"Viaje além de sua imaginação"

quarta-feira, 10 de março de 2010

O Cão e a Cruz

Dona Chica teve sete filhos, o sétimo havia sido com um padre de uma pequena cidade no norte do Pará, onde atualmente residia, deitada em seu caixão, na sua simples cova. A cruz de madeira com seu nome, fincada sobre o túmulo, balançava quando o vento forte batia, mas nunca caía, assim como a velha fora em vida.

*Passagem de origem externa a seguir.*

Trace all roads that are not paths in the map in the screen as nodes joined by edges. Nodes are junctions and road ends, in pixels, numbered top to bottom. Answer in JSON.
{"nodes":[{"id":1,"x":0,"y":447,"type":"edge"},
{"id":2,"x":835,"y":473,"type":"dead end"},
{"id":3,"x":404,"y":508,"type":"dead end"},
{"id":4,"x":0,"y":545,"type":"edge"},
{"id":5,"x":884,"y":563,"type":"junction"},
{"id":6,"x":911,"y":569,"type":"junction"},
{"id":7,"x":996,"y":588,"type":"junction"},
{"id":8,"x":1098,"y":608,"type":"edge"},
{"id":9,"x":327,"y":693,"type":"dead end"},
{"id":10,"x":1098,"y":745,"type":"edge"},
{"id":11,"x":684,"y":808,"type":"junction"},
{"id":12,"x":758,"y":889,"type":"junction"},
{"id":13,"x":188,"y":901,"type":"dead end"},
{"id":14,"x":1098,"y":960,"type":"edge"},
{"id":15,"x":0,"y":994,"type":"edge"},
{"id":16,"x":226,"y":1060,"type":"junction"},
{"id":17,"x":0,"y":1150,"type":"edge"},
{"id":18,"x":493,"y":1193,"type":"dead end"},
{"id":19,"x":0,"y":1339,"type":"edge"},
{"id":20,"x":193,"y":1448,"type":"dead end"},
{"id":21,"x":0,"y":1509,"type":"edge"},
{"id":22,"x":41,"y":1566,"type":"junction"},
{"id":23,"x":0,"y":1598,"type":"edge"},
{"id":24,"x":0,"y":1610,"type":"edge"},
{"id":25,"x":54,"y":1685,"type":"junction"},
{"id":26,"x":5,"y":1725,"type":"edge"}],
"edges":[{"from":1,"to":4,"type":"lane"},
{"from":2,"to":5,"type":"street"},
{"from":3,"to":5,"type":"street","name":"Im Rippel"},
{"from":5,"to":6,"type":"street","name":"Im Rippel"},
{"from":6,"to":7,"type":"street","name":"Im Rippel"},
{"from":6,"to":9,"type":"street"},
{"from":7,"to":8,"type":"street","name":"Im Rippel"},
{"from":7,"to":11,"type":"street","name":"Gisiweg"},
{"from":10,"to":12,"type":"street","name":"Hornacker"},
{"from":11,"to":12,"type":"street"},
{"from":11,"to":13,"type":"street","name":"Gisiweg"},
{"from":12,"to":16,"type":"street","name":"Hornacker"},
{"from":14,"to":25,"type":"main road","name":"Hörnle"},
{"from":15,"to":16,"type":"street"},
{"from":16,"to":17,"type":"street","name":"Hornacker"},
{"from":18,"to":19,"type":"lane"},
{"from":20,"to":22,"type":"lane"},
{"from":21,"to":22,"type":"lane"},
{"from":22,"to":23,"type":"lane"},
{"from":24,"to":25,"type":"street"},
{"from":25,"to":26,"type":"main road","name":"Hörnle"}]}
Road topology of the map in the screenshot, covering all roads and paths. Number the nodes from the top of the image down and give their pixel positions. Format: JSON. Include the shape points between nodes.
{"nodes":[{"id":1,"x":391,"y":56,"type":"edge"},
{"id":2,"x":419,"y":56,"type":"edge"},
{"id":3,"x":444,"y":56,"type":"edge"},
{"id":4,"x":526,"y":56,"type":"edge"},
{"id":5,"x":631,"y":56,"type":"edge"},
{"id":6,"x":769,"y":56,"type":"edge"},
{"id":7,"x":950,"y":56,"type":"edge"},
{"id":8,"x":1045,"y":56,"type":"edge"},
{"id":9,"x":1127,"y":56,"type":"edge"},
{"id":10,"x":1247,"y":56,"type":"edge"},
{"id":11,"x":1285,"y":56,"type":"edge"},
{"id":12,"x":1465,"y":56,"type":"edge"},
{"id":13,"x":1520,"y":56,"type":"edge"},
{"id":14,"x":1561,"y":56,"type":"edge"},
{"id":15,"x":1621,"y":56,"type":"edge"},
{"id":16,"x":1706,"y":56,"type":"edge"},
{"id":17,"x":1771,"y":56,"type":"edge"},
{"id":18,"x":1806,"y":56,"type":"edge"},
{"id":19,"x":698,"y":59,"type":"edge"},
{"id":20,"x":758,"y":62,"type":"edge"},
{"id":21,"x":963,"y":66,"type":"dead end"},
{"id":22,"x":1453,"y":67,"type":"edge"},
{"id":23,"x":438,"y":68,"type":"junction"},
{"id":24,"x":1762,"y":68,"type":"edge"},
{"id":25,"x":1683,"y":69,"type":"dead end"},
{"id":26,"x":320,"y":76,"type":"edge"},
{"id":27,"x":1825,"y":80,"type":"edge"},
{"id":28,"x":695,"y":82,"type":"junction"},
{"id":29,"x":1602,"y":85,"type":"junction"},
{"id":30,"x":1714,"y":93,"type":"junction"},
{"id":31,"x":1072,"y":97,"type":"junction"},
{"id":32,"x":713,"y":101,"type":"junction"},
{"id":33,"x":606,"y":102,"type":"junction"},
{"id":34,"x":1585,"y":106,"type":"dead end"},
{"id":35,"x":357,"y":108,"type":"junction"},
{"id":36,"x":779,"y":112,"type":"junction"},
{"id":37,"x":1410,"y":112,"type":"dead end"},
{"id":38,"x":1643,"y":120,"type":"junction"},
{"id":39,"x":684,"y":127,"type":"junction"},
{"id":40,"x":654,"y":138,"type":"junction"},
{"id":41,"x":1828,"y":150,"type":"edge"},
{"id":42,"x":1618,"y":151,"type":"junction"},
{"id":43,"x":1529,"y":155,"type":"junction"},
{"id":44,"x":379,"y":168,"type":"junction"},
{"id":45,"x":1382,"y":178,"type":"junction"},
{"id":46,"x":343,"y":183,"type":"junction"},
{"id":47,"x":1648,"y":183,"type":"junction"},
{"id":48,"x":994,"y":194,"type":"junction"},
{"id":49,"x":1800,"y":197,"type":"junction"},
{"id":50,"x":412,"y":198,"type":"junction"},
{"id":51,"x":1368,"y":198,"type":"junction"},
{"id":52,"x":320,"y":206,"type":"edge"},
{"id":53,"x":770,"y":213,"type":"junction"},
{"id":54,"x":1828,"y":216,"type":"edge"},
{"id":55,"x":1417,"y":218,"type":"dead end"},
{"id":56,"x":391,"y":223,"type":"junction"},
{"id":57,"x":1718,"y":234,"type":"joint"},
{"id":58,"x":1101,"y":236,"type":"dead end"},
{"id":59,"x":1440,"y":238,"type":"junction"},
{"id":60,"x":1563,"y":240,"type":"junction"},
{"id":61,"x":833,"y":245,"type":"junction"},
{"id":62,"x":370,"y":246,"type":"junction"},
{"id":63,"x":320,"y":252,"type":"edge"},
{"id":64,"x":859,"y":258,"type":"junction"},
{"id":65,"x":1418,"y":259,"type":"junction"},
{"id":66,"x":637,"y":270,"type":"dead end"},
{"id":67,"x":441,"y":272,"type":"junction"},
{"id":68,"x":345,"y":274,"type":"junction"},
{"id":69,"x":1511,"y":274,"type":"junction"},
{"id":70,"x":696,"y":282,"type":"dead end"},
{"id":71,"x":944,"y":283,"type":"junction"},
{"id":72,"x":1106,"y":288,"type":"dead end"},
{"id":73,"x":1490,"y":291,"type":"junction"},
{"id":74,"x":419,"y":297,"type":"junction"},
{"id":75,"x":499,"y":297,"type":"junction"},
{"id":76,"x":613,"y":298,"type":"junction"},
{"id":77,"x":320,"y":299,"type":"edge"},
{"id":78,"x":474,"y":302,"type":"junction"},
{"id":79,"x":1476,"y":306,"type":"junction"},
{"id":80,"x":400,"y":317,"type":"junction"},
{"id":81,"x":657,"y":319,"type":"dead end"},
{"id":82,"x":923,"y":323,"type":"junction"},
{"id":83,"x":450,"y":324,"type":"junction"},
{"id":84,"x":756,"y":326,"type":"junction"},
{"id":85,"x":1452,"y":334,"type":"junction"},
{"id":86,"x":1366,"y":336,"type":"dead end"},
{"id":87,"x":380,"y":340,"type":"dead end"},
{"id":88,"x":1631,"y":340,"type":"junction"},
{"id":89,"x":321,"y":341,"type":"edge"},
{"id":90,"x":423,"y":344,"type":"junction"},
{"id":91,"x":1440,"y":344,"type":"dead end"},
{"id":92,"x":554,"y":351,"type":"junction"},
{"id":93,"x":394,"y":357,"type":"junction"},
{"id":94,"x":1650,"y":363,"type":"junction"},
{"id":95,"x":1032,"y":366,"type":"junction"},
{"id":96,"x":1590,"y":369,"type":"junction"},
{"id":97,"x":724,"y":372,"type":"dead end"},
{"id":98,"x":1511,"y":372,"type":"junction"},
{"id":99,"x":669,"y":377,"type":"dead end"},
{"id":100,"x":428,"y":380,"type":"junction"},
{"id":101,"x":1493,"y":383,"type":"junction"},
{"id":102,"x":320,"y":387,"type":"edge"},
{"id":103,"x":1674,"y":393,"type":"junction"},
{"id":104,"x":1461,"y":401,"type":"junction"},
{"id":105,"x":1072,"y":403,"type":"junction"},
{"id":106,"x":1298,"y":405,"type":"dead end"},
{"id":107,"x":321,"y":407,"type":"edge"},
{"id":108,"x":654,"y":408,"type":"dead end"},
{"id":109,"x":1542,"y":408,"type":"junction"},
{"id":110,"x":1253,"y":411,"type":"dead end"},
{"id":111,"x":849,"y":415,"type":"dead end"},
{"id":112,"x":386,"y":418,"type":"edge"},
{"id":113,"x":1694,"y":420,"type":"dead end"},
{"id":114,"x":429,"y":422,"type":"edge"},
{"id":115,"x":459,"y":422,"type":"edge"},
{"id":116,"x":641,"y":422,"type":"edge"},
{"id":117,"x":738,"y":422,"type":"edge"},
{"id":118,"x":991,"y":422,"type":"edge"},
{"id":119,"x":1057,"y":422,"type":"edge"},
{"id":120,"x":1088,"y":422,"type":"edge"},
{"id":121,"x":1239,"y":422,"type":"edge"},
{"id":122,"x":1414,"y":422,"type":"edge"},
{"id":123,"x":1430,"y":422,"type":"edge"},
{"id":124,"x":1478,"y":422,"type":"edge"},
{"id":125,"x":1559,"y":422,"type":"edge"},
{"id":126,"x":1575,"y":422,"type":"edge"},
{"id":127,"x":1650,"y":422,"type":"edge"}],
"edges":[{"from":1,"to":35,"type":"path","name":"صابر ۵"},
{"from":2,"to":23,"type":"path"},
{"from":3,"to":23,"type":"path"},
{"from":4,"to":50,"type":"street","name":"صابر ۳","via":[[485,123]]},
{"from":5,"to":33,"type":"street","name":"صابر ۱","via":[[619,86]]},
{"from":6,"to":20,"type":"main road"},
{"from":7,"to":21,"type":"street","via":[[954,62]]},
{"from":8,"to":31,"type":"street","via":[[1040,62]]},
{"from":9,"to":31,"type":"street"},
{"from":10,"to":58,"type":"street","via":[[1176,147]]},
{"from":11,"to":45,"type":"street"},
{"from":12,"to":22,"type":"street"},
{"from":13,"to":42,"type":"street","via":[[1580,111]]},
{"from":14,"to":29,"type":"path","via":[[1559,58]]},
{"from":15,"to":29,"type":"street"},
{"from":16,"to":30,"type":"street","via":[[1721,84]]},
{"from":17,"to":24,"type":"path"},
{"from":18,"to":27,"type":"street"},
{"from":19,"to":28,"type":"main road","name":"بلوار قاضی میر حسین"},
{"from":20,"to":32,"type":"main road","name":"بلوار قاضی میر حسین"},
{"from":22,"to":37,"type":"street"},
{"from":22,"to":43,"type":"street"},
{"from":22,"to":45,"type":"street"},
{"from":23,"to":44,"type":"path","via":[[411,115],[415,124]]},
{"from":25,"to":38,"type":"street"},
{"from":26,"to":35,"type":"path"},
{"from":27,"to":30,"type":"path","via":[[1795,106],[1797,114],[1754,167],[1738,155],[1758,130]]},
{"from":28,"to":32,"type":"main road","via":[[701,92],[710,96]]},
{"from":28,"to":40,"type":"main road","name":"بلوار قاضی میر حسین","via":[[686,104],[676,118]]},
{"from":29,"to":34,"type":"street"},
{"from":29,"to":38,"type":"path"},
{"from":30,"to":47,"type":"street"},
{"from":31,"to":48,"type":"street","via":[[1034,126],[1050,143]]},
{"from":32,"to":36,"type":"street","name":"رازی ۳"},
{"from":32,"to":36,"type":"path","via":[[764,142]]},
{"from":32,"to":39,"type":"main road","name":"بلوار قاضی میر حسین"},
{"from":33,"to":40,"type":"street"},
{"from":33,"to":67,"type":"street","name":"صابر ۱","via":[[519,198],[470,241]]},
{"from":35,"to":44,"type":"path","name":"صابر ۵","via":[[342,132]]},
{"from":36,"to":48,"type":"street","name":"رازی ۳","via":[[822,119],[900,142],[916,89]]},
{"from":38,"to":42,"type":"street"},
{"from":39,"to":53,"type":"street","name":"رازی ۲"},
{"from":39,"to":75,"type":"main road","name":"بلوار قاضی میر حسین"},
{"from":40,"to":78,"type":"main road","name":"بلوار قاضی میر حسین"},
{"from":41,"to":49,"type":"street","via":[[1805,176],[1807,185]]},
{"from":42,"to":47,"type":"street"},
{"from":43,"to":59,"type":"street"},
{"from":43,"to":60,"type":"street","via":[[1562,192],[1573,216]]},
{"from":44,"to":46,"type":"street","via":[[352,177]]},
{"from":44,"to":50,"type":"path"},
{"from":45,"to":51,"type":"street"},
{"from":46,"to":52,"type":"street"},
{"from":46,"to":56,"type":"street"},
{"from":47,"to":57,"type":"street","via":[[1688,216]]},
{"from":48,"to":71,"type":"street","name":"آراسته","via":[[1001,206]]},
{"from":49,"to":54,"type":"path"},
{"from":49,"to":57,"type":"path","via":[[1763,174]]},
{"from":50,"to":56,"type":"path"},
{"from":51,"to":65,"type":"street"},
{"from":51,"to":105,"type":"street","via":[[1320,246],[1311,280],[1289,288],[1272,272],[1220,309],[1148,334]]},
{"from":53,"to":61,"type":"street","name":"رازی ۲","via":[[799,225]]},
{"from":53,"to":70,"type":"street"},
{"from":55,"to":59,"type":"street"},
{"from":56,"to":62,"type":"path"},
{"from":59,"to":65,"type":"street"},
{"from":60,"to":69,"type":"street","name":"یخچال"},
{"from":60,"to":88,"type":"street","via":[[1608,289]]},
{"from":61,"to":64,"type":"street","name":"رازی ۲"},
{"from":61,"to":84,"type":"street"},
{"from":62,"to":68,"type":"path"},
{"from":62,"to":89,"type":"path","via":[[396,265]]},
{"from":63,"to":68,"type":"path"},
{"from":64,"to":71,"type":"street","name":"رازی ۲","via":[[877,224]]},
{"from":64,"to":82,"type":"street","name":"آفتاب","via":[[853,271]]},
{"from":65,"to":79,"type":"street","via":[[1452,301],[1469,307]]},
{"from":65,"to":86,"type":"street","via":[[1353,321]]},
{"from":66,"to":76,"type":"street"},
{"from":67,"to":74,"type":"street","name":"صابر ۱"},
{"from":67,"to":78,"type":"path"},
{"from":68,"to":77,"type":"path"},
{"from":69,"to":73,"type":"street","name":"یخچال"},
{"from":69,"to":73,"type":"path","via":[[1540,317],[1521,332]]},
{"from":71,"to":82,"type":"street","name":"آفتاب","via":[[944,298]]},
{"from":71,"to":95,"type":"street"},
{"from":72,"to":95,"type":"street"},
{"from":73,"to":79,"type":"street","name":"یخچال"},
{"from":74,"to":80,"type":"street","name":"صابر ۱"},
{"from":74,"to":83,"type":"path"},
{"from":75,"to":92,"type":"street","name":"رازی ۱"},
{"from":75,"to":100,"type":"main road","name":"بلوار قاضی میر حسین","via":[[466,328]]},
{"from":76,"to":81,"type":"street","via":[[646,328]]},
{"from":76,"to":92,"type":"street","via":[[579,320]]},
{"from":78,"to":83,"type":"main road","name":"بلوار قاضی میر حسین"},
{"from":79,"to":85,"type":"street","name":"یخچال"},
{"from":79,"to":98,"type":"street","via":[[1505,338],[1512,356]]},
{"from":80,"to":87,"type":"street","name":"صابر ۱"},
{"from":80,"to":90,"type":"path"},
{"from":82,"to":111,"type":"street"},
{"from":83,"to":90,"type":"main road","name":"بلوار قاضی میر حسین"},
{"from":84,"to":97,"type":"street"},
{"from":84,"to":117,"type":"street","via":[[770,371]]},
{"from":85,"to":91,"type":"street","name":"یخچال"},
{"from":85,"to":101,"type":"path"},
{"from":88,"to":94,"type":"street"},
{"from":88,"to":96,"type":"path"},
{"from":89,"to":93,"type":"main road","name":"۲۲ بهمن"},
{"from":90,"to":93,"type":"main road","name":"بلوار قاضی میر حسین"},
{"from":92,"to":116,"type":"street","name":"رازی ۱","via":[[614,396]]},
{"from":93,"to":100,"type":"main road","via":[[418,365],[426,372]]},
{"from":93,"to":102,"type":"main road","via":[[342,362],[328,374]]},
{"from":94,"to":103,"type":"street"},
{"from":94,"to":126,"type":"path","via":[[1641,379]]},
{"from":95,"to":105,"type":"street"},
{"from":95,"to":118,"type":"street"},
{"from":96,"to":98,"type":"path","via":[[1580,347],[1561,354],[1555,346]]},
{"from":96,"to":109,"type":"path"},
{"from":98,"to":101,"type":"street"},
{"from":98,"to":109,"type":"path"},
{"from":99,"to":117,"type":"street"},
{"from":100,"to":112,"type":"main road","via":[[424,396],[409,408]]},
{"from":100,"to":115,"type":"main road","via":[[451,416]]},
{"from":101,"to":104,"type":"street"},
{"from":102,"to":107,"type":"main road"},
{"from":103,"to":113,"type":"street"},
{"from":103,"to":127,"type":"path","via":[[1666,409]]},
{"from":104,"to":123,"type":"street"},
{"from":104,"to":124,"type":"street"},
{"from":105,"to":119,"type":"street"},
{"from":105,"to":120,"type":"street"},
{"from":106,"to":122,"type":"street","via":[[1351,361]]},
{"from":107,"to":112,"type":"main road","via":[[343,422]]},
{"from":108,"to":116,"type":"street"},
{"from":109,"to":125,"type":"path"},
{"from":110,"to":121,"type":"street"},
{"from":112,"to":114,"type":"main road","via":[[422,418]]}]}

O pai da sétima criança fugiu para outro estado quando o menino mais velho atingiu a maioridade. No dia em que foi embora, o homem parecia assustado, não tinha se despedido do filho, o sétimo de Dona Chica, nem dos outros que ela tivera com os outros homens de sua vida. O padre deixou sua igreja, a pequena e simples capela branca, para os meninos da família, um deles havia assumido o sacerdócio

Sem ter mais pai algum, a mãe, Francisca, teria de cuidar das sete crianças sozinha, eram sete meninos. Quando Ronaldo, filho de Francisca, virou o padre da igreja do vilarejo, ele passou a morar na capela, junto com seu irmão José, que precisava de bastantes cuidados, pois tinha a saúde frágil, era pálido e magricela.

Em uma noite de sexta-feira, enquanto fazia o prato que seus filhos mais gostavam, o Tacacá, uma sopa amarelada com goma e camarão, Dona Chica foi abatida por um mal estar repentino e em seguida atacada por alguma coisa que lembrava um cão, não teve tempo de reconhecer, quando menos percebeu, já tinha passado desta pra melhor. A partir desse dia, surgiram rumores de que uma fera sempre era avistada correndo durante as madrugadas de sexta-feira, atacando os desprevenidos. Muitos diziam que um lobisomem tinha chegado à cidade e se instalado por lá. Todas as sextas, alguns caçadores saíam à procura da besta para matá-la.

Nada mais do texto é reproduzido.